Semantic Hypergraph Notation

SH notation is based on these principles:

  • The simplest SH structure is the atom, which typically corresponds to a single word and is also considered an hyperedge (e.g. sky/C).
  • Atoms belong to one of six basic types: concept (C), predicate (P), modifier (M), builder (B), trigger (T) and conjunction (J).
  • Atoms can be combined to form more complex structures, called hyperedges, for example: (blue/M sky/C)
  • Non-atomic hyperedges can also be relations (R) and specifications (S).
  • The first element of a non-atomic hyperedge is a connector, followed by arguments that can be atomic or non-atomic hyperedges. Only five types can be connectors: predicates (define relations), modifiers (modify anything), builders (combine two concepts), triggers (define specifiers) and conjunctions (combine anything).
  • Predicates and builders have argument roles, which indicate the role of each argument following. Argument roles are encoded as characters following a dot, for example: is/P.so.
  • Predicates have three possible argument roles: s (subject), o (object) and x (specification).
  • Builders have two possible argument roles: m (main) and a (auxiliary).

This is enough to represent any sentence in natural language, for example "The sky is blue":

(is/P.so (the/M sky/C) blue/C)

SH notation offers two optional features: subtypes and namespaces.

Subtypes provide additional information about an atome type, for exemple maria/Cp indicates that this conceot is a proper noun. Unlike the main types, subtypes are meant to be arbitrarily extendable and can have any length, for example, we could define the subtype math and use it in a predicate such as: union/Pmath. SH natural language parsers are expected to produce single-character subtypes according to the tables provided below,

Namespaces allow us to distinguish atoms with the same root and type but that correspond to different things, for example: paris/Cp/1 and paris/Cp/2 to distinguish Paris (France) and Paris (Texas).

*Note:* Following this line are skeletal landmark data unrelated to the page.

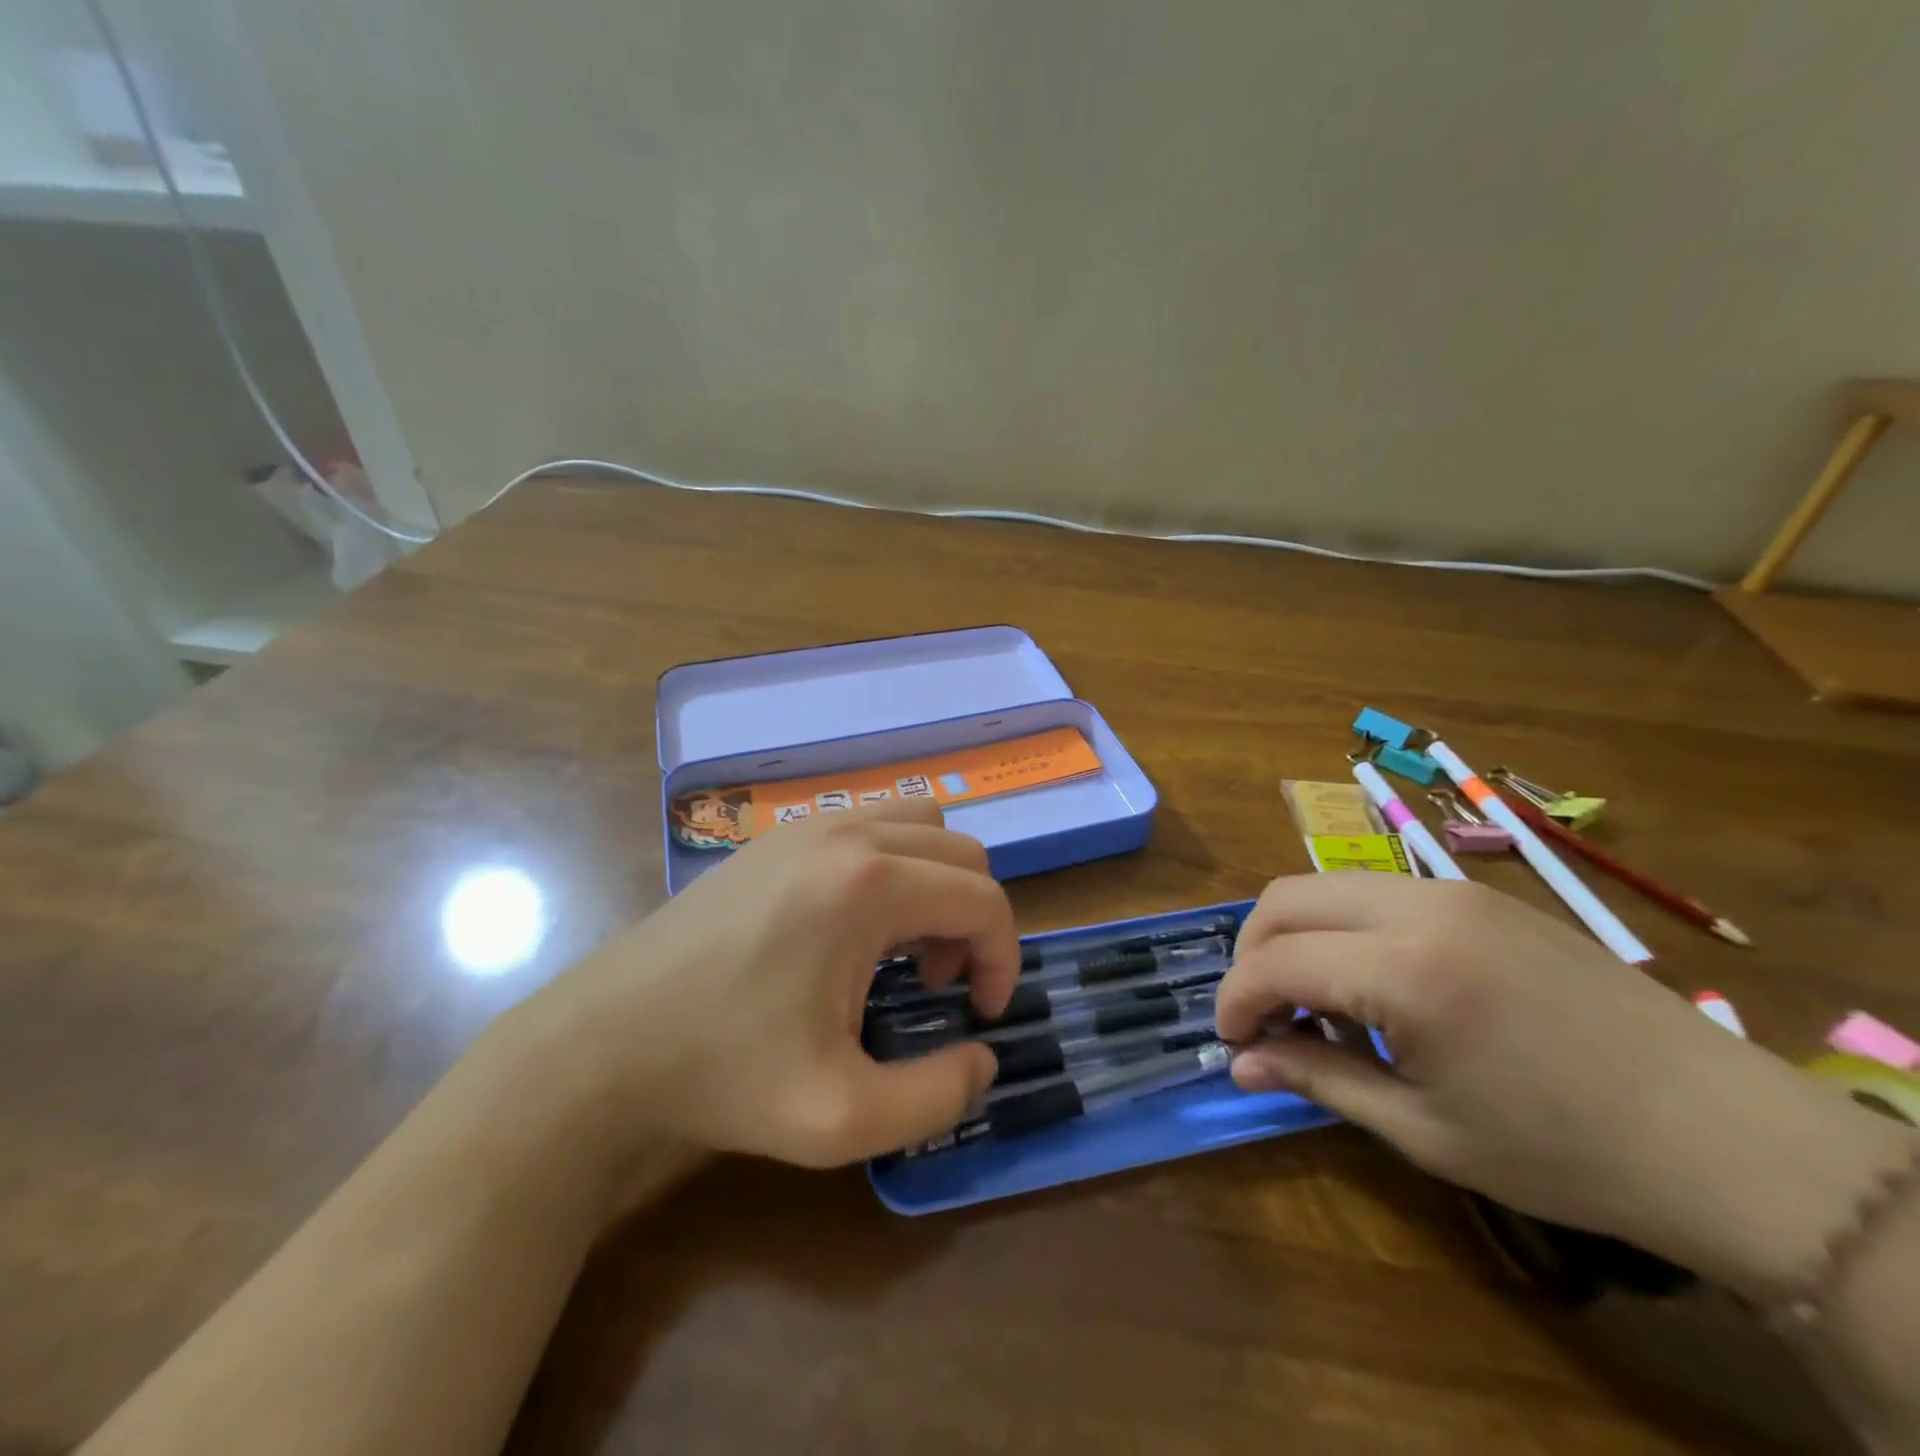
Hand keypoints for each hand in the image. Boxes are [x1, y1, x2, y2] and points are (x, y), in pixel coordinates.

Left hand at [504, 798, 1019, 1177]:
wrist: (605, 1043)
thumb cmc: (724, 1075)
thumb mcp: (842, 1118)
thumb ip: (938, 1098)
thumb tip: (982, 1058)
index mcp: (868, 886)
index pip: (982, 899)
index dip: (1003, 958)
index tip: (981, 1013)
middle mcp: (846, 833)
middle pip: (961, 852)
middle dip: (972, 920)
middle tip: (938, 984)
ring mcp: (807, 824)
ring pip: (920, 824)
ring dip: (936, 882)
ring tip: (902, 946)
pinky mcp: (778, 834)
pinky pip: (871, 823)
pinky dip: (896, 863)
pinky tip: (857, 923)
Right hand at [1216, 874, 1913, 1293]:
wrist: (1725, 1136)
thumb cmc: (1566, 1152)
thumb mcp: (1425, 1129)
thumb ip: (1319, 1080)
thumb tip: (1240, 1064)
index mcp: (1406, 971)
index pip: (1277, 961)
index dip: (1237, 1000)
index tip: (1232, 1041)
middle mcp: (1419, 907)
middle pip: (1285, 898)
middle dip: (1252, 954)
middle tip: (1262, 1015)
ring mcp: (1453, 889)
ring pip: (1325, 885)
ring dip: (1296, 936)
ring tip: (1317, 1003)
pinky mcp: (1479, 893)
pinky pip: (1375, 892)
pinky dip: (1344, 927)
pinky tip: (1372, 985)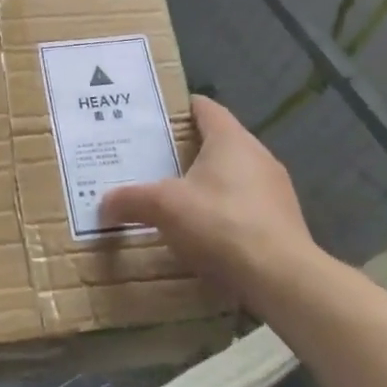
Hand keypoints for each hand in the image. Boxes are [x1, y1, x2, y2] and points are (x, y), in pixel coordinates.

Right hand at [100, 95, 319, 306]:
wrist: (282, 279)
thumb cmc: (221, 223)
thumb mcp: (164, 207)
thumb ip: (131, 199)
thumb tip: (104, 203)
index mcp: (231, 139)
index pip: (203, 107)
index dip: (177, 109)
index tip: (150, 119)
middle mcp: (257, 155)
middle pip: (216, 141)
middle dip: (185, 149)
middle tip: (151, 160)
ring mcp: (275, 189)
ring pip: (232, 174)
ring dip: (206, 183)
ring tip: (173, 197)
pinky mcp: (282, 221)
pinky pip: (245, 204)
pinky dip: (223, 211)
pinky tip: (203, 232)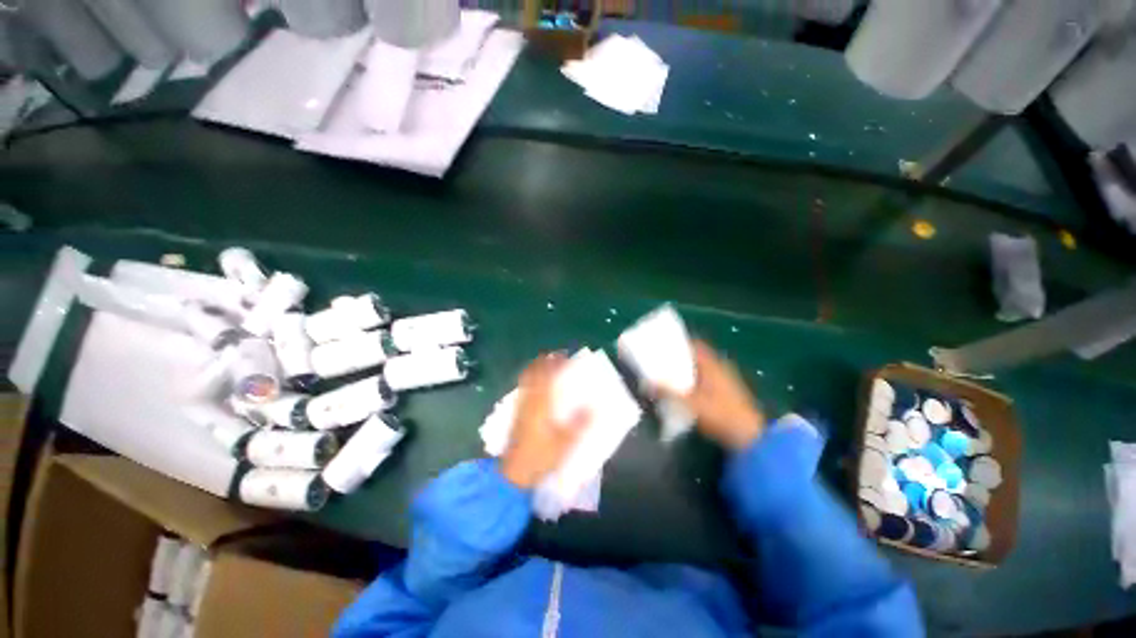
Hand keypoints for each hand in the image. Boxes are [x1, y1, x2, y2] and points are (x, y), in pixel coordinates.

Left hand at [501, 354, 587, 488]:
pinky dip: (532, 381)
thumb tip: (592, 407)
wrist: (514, 474)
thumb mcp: (565, 443)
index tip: (564, 355)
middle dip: (543, 362)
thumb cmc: (540, 457)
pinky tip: (539, 388)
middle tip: (556, 358)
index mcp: (541, 403)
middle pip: (532, 372)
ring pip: (526, 379)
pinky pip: (524, 389)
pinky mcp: (517, 414)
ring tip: (548, 369)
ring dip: (536, 370)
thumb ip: (579, 424)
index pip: (546, 375)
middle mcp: (528, 399)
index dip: (554, 362)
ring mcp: (520, 406)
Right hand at [662, 340, 764, 449]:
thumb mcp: (690, 403)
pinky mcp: (727, 395)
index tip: (662, 345)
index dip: (679, 343)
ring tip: (666, 376)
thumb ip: (668, 392)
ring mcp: (726, 381)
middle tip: (660, 362)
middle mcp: (720, 368)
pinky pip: (705, 382)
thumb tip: (647, 383)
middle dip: (679, 359)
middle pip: (696, 358)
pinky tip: (682, 392)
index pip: (695, 345)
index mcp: (713, 364)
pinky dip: (693, 383)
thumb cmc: (721, 415)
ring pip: (701, 371)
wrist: (751, 438)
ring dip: (686, 372)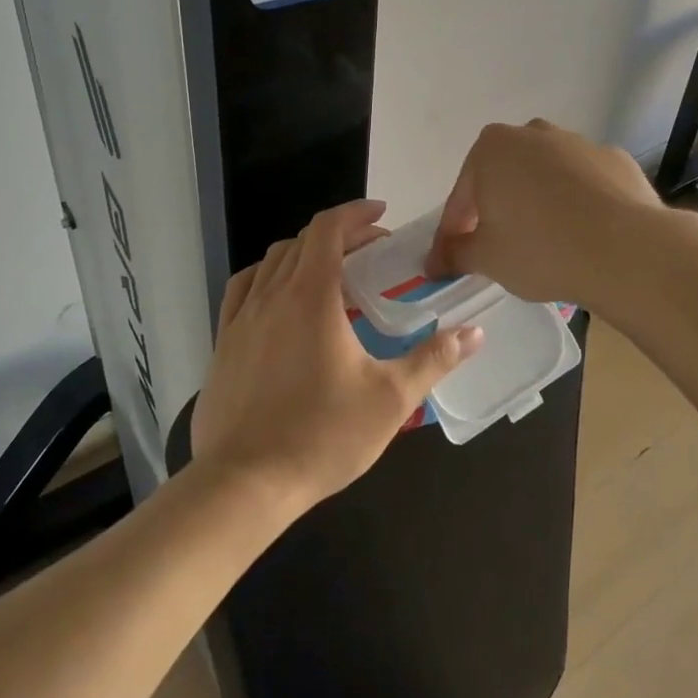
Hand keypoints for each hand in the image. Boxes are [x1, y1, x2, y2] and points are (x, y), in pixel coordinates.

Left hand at [192, 199, 484, 514]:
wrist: (244, 484)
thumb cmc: (322, 435)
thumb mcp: (391, 398)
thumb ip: (434, 359)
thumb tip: (475, 332)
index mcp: (311, 295)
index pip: (328, 228)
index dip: (356, 213)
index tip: (382, 214)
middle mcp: (272, 294)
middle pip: (303, 241)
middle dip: (339, 235)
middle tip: (371, 253)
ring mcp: (240, 317)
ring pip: (272, 261)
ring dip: (304, 254)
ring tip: (331, 274)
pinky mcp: (223, 342)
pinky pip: (244, 288)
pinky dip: (268, 277)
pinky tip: (280, 300)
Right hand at [427, 120, 662, 307]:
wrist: (627, 249)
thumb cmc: (541, 249)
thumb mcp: (486, 259)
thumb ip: (455, 254)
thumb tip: (436, 261)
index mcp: (491, 149)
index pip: (461, 197)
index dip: (453, 233)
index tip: (449, 262)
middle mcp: (533, 133)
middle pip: (503, 177)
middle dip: (496, 210)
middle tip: (497, 249)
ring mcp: (578, 143)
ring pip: (545, 176)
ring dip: (538, 203)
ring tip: (546, 243)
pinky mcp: (615, 160)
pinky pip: (584, 183)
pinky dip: (577, 203)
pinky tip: (584, 235)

They can also be used to distinguish the language from which an atom was extracted, for example: ciel/Cc/fr, céu/Cc/pt and sky/Cc/en. Like subtypes, namespaces are strings of lowercase alphanumeric characters of arbitrary length.

Then, the additional notational devices can be employed when useful. Of course, it is always possible to utilize full notation for machine tasks while presented a simplified version for human-friendliness.

Hyperedge types

All valid semantic hyperedges are of one of the eight types shown in the table below. The first six types can be explicit (directly annotating an atomic hyperedge) or implicit (inferred from the types of the elements of the hyperedge). The last two types are always implicit.

Code Type Purpose Example
Atomic or non-atomic
C concept Define atomic concepts apple/C
P predicate Build relations (is/P.so berlin/C nice/C)
M modifier Modify any other hyperedge type, including itself (red/M shoes/C)
B builder Build concepts from concepts (of/B.ma capital/C germany/C)
T trigger Build specifications (in/T 1994/C)
J conjunction Define sequences of hyperedges (and/J meat/C potatoes/C)
Non-atomic only
R relation Express facts, statements, questions, orders, ... (is/P.so berlin/C nice/C)
S specifier Relation specification (e.g. condition, time, ...) (in/T 1976/C)

Type inference rules

The table below shows how implicit hyperedge types are inferred.

Element types Resulting type
(M x) x
(B C C+) C
(T [CR]) S
(P [CRS]+) P
(J x y+) x

We use the notation of regular expressions: the symbol + is used to denote one or more entities with the type that precedes it, while square brackets indicate several possibilities (for instance, [CRS]+ means "at least one of any of C, R or S" types). x means any type: (M x) is of type x.

Predicate argument roles

Predicates accept the three following argument roles:

  • s: subject (at most one)
  • o: object (at most one)
  • x: specification (any number)

In the simplest terms: the subject is who or what does something, and the object is who or what it is done to. For example:

(plays/P.so maria/C chess/C)

In the previous case of:

(is/P.so (the/M sky/C) blue/C)

"the sky" is the subject, being assigned the property of "blue". These s/o pairs map to the typical dyadic relationships in knolwedge graphs, with the predicate playing the role of connection label:

maria (subject) ---[plays]---> chess (object)

the sky (subject) ---[is]---> blue (object)

Specifications then allow for further constraints and context in a relation, for example in "Maria plays chess in the afternoon":

(plays/P.sox maria/C chess/C (in/T (the/M afternoon/C)))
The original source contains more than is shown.